ASSIGNMENT -
Each entry, in full: copy it out exactly.

(Stored dataset items)
========
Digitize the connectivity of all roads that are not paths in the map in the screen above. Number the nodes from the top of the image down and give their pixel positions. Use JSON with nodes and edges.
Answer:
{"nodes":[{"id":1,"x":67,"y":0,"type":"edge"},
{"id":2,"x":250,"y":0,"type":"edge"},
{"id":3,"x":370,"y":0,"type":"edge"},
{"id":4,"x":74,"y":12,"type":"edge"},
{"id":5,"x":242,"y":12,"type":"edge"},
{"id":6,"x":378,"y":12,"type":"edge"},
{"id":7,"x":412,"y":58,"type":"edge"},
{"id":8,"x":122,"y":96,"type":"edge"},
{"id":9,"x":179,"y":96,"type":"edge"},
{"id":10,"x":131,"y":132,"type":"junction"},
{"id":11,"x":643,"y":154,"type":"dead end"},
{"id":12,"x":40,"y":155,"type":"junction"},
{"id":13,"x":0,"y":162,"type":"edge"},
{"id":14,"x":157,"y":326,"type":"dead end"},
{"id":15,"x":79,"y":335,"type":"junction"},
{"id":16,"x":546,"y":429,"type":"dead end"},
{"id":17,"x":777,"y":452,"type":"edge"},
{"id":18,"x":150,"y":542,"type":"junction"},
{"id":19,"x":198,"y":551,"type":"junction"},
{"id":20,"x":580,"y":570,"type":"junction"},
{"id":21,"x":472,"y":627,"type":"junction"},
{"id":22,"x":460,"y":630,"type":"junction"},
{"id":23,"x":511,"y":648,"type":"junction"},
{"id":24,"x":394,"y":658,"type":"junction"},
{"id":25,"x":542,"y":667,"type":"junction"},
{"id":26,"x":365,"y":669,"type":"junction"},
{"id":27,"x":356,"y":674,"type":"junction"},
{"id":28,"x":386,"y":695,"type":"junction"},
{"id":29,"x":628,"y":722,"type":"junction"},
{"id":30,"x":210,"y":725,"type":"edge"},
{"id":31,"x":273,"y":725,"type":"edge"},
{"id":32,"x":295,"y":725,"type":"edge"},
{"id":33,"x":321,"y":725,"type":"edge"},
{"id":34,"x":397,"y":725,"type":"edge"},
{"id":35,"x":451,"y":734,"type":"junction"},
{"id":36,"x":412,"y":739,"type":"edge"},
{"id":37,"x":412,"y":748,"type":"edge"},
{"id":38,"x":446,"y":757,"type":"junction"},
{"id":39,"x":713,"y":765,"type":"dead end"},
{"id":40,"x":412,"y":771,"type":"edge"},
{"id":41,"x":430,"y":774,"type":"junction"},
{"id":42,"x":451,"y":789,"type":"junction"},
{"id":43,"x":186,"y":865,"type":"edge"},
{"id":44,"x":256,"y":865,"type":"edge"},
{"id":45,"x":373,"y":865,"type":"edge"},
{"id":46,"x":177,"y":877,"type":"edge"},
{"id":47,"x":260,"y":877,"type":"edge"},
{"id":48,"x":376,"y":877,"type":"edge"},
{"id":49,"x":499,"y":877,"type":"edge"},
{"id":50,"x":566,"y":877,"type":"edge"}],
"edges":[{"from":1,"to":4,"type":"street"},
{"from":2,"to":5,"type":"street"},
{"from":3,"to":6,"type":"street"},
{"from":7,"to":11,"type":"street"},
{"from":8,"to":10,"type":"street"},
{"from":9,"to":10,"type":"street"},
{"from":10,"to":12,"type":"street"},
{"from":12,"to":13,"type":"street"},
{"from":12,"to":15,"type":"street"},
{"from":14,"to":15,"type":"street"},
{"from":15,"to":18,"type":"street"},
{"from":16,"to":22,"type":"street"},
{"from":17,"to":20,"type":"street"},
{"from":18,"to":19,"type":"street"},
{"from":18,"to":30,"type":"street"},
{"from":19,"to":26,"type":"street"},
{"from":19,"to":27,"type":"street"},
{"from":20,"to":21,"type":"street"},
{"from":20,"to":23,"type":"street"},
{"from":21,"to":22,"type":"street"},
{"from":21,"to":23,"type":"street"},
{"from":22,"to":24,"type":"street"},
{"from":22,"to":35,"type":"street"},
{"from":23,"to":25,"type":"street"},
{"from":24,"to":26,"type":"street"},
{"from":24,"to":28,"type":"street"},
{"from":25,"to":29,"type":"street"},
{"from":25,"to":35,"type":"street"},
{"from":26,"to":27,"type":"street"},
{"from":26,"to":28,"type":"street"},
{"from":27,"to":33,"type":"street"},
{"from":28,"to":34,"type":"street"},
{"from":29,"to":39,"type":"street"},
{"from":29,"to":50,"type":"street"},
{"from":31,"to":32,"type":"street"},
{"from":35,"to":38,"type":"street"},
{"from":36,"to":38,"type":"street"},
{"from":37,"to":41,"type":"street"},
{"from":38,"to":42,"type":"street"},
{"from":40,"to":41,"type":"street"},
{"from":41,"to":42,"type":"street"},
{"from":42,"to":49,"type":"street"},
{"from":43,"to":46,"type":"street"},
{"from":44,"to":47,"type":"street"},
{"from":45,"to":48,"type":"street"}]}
========
TASK RESULT -
Digitize the connectivity of all roads that are not paths in the map in the screen above. Number the nodes from the top of the image down and give their pixel positions. Use JSON with nodes and edges.
Answer:
{"nodes":[{"id":1,"x":67,"y":0,"type":"edge"},
{"id":2,"x":250,"y":0,"type":"edge"},
{"id":3,"x":370,"y":0,"type":"edge"},
{"id":4,"x":74,"y":12,"type":"edge"},
{"id":5,"x":242,"y":12,"type":"edge"},
{"id":6,"x":378,"y":12,"type":"edge"},
{"id":7,"x":412,"y":58,"type":"edge"},
{"id":8,"x":122,"y":96,"type":"edge"},
{"id":9,"x":179,"y":96,"type":"edge"},
{"id":10,"x":131,"y":132,"type":"junction"},
{"id":11,"x":643,"y":154,"type":"dead end"},
{"id":12,"x":40,"y":155,"type":"junction"},
{"id":13,"x":0,"y":162,"type":"edge"},
{"id":14,"x":157,"y":326,"type":"dead end"},
{"id":15,"x":79,"y":335,"type":"junction"},
{"id":16,"x":546,"y":429,"type":"dead end"},
{"id":17,"x":777,"y":452,"type":"edge"},
{"id":18,"x":150,"y":542,"type":"junction"},
{"id":19,"x":198,"y":551,"type":"junction"},
{"id":20,"x":580,"y":570,"type":"junction"},
{"id":21,"x":472,"y":627,"type":"junction"},
{"id":22,"x":460,"y":630,"type":"junction"},
{"id":23,"x":511,"y":648,"type":"junction"},
{"id":24,"x":394,"y":658,"type":"junction"},
{"id":25,"x":542,"y":667,"type":"junction"},
{"id":26,"x":365,"y":669,"type":"junction"},
{"id":27,"x":356,"y":674,"type":"junction"},
{"id":28,"x":386,"y":695,"type":"junction"},
{"id":29,"x":628,"y":722,"type":"junction"},
{"id":30,"x":210,"y":725,"type":"edge"},
{"id":31,"x":273,"y":725,"type":"edge"},
{"id":32,"x":295,"y":725,"type":"edge"},
{"id":33,"x":321,"y":725,"type":"edge"},
{"id":34,"x":397,"y":725,"type":"edge"},
{"id":35,"x":451,"y":734,"type":"junction"},
{"id":36,"x":412,"y":739,"type":"edge"},
{"id":37,"x":412,"y":748,"type":"edge"},
{"id":38,"x":446,"y":757,"type":"junction"},
{"id":39,"x":713,"y":765,"type":"dead end"},
{"id":40,"x":412,"y":771,"type":"edge"},
{"id":41,"x":430,"y":774,"type":"junction"},
{"id":42,"x":451,"y":789,"type":"junction"},
{"id":43,"x":186,"y":865,"type":"edge"},
{"id":44,"x":256,"y":865,"type":"edge"},
{"id":45,"x":373,"y":865,"type":"edge"},
{"id":46,"x":177,"y":877,"type":"edge"},
{"id":47,"x":260,"y":877,"type":"edge"},
{"id":48,"x":376,"y":877,"type":"edge"},
{"id":49,"x":499,"y":877,"type":"edge"},
{"id":50,"x":566,"y":877,"type":"edge"}],
"edges":[{"from":1,"to":4,"type":"street"},
{"from":2,"to":5,"type":"street"},
{"from":3,"to":6,"type":"street"},
{"from":7,"to":11,"type":"street"},
{"from":8,"to":10,"type":"street"},
{"from":9,"to":10,"type":"street"},
{"from":10,"to":12,"type":"street"},
{"from":12,"to":13,"type":"street"},
{"from":12,"to":15,"type":"street"},
{"from":14,"to":15,"type":"street"},
{"from":15,"to":18,"type":"street"},
{"from":16,"to":22,"type":"street"},
{"from":17,"to":20,"type":"street"},
{"from":18,"to":19,"type":"street"},
{"from":18,"to":30,"type":"street"},
{"from":19,"to":26,"type":"street"},
{"from":19,"to":27,"type":"street"},
{"from":20,"to":21,"type":"street"},
{"from":20,"to":23,"type":"street"},
{"from":21,"to":22,"type":"street"},
{"from":21,"to":23,"type":"street"},
{"from":22,"to":24,"type":"street"},
{"from":22,"to":35,"type":"street"},
{"from":23,"to":25,"type":"street"},
{"from":24,"to":26,"type":"street"},
{"from":24,"to":28,"type":"street"},
{"from":25,"to":29,"type":"street"},
{"from":25,"to":35,"type":"street"},
{"from":26,"to":27,"type":"street"},
{"from":26,"to":28,"type":"street"},
{"from":27,"to":33,"type":"street"},
{"from":28,"to":34,"type":"street"},
{"from":29,"to":39,"type":"street"},
{"from":29,"to":50,"type":"street"},
{"from":31,"to":32,"type":"street"},
{"from":35,"to":38,"type":"street"},
{"from":36,"to":38,"type":"street"},
{"from":37,"to":41,"type":"street"},
{"from":38,"to":42,"type":"street"},
{"from":40,"to":41,"type":"street"},
{"from":41,"to":42,"type":"street"},
{"from":42,"to":49,"type":"street"},
{"from":43,"to":46,"type":"street"},
{"from":44,"to":47,"type":"street"},
{"from":45,"to":48,"type":"street"}]}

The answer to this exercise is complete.